Here's how we (Hongmeigui CES) organise our notes.  So far we've surveyed over 185km in China, so we've got reams and reams of survey notes and have gradually come up with a system for organising them.

The scans of our survey notes are a bit large, so rather than including them as inline images, I've linked to them.

Every survey has a cover sheet.

This identifies which cave the survey is in, who did the survey and what tasks they performed, and which instuments were used.  Any calibration data is recorded here.  We give each cave a unique number as chinese farmers aren't always very original when naming the caves near their fields, with 'Big Cave' and 'Bottomless Pit' being fairly common names.

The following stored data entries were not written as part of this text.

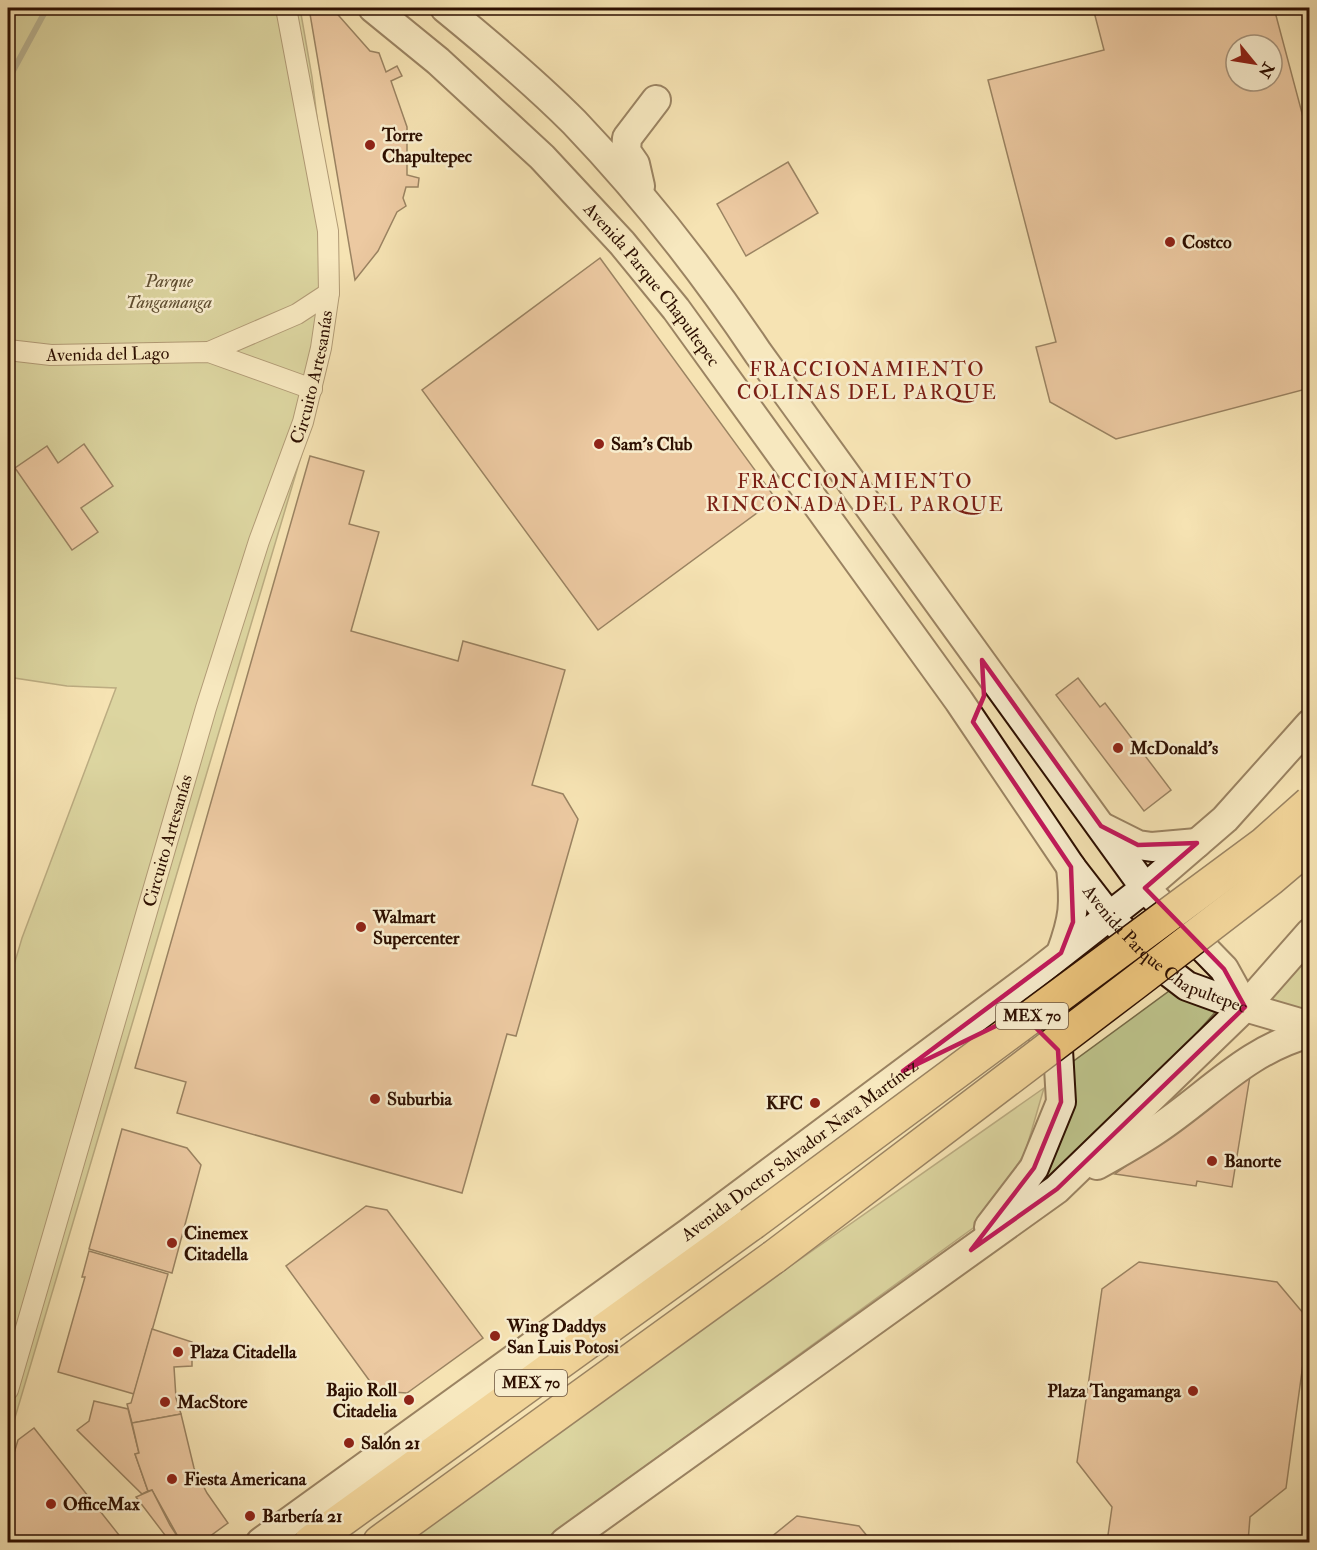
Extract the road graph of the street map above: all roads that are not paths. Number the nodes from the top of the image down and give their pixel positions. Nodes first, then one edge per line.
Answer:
1 (286, 8) edge
2 (373, 8) edge
3 (445, 8) edge
4 (656, 100) dead end
5 (644, 200) junction
6 (329, 293) junction
7 (8, 350) edge
8 (209, 352) junction
9 (312, 389) junction
10 (982, 660) junction
11 (973, 722) junction
12 (1310, 724) edge
13 (1310, 803) edge
14 (1101, 826) junction
15 (1197, 843) junction
16 (1310, 845) edge
17 (1071, 867) junction
18 (1144, 888) junction
19 (1109, 916) junction
20 (1310, 933) edge
21 (1061, 953) junction
22 (1245, 1007) junction
23 (1310, 1026) edge
24 (1310, 1033) edge
25 (903, 1071) junction
26 (1057, 1190) junction
27 (971, 1250) junction
28 (8, 1390) edge
29 (261, 1542) edge
30 (311, 1542) edge
31 (380, 1542) edge
32 (565, 1542) edge

1 - 6 street, Circuito Artesanías
2 - 11 main road, Avenida Parque Chapultepec
3 - 5 main road, Avenida Parque Chapultepec
4 - 5 main road
5 - 10 main road, Avenida Parque Chapultepec
6 - 8 street, Avenida del Lago
6 - 9 street, Circuito Artesanías
7 - 8 street, Avenida del Lago
8 - 9 street, Avenida del Lago
9 - 28 street, Circuito Artesanías
10 - 11 main road
10 - 14 main road, Avenida Parque Chapultepec
11 - 17 main road, Avenida Parque Chapultepec
12 - 15 main road, Avenida Doctor Salvador Nava Martínez
13 - 30 highway, Avenida Doctor Salvador Nava Martínez / MEX 70, bridge
14 - 15 main road
14 - 18 main road, Avenida Parque Chapultepec
15 - 18 main road, Avenida Doctor Salvador Nava Martínez
16 - 31 highway, MEX 70, bridge
17 - 19 main road, Avenida Parque Chapultepec
17 - 21 main road
18 - 19 main road, Avenida Doctor Salvador Nava Martínez
18 - 22 main road, Avenida Parque Chapultepec
19 - 21 main road, Avenida Doctor Salvador Nava Martínez
19 - 22 main road, Avenida Parque Chapultepec
20 - 22 main road
21 - 25 main road, Avenida Doctor Salvador Nava Martínez
22 - 23 main road
22 - 26 main road
24 - 26 main road
25 - 27 main road
25 - 29 main road, Avenida Doctor Salvador Nava Martínez
26 - 27 main road
27 - 32 main road

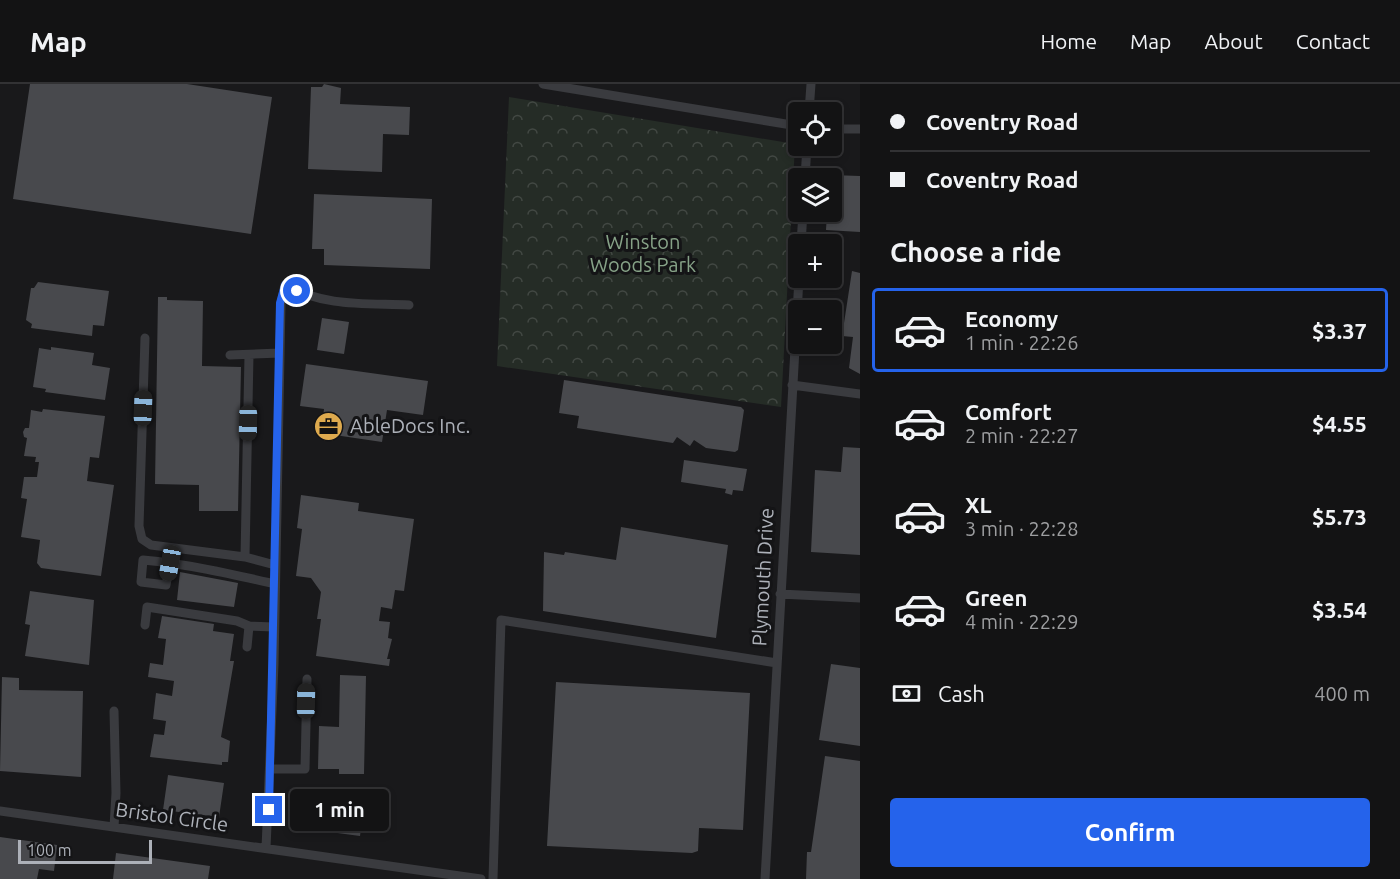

The cover sheet also helps protect the first page of 'real' notes from getting mucked up.

Notes

We've got some nice pre-printed waterproof survey paper which is loose-leaf so we can bind it into survey books for each trip and then file the notes away afterwards.  If we're in a dry cave we often use ordinary paper.  Usually we use interleaved notation for recording survey legs, as it's less writing and uses up less space on the page.

Sketch

Note the cave number and date at the top of the page.  We write this on  each sheet of paper to prevent them getting muddled up in our filing system.  We've got a few thousand sheets of survey notes, so keeping things organised is very important.

We sketch to scale in the cave, which seems like a pain in the backside at first but soon becomes second nature.  It saves a lot of time when drawing up the survey on the surface and makes it easier to spot things that have been recorded incorrectly - for example if a leg has been written down backwards it will usually be the right way round in the sketch, and the error can be corrected with a high level of confidence.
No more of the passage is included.